[Items from a dataset]
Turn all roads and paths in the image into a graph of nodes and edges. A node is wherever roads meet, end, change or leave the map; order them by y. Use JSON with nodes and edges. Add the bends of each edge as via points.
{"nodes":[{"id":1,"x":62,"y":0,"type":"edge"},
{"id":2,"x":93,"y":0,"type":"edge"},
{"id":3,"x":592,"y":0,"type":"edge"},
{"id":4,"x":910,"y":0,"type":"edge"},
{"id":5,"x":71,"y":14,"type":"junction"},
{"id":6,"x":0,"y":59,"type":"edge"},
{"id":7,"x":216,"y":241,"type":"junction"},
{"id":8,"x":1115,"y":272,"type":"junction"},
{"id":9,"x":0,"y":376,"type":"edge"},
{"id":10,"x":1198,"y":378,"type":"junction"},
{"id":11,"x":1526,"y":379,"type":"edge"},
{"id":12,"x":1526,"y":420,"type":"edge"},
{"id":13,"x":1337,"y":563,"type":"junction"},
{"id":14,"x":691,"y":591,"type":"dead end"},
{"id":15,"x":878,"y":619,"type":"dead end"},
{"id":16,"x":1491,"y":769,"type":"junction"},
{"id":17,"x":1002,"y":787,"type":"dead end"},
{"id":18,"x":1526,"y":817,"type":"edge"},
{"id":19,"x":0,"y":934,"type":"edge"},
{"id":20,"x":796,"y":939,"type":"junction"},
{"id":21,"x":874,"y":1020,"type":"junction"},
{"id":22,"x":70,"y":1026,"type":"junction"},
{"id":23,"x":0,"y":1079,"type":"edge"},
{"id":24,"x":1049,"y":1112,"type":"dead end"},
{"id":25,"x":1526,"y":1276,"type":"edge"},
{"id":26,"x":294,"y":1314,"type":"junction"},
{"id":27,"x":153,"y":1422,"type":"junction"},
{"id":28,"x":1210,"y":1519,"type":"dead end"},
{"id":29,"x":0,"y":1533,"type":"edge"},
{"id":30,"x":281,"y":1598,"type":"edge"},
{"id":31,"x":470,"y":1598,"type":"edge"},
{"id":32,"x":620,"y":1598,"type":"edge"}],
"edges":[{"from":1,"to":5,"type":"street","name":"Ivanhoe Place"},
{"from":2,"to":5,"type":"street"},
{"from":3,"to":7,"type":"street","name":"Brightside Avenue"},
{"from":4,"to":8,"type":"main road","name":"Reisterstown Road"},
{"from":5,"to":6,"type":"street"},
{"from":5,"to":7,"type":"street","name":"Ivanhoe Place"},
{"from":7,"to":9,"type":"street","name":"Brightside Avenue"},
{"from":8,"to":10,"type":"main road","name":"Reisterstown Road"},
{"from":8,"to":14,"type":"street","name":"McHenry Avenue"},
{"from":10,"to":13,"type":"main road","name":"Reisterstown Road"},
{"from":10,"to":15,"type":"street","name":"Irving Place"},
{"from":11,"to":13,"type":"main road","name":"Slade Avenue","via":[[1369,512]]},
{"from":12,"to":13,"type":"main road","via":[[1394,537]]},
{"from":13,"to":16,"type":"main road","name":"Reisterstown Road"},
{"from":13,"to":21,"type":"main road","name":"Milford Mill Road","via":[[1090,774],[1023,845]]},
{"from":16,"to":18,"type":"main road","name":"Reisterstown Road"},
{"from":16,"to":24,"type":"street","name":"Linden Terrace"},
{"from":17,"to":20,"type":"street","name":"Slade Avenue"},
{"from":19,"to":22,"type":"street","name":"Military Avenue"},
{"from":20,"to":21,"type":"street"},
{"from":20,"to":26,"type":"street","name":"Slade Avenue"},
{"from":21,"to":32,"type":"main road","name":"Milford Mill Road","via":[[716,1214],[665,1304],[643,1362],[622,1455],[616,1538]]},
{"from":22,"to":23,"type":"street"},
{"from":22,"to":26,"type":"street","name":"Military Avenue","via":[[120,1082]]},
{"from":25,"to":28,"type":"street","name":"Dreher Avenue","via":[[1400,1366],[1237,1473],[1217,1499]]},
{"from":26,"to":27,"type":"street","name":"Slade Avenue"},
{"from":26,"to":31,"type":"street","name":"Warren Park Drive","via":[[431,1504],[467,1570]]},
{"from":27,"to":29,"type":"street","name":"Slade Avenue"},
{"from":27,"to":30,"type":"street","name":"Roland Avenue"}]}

TASK BRIEF » Whenever a line in the entries above includes the word "Reisterstown", pull that line out.

SOLVED EXERCISE »
{"from":4,"to":8,"type":"main road","name":"Reisterstown Road"},
{"from":8,"to":10,"type":"main road","name":"Reisterstown Road"},
{"from":10,"to":13,"type":"main road","name":"Reisterstown Road"},
{"from":13,"to":16,"type":"main road","name":"Reisterstown Road"},
{"from":16,"to":18,"type":"main road","name":"Reisterstown Road"},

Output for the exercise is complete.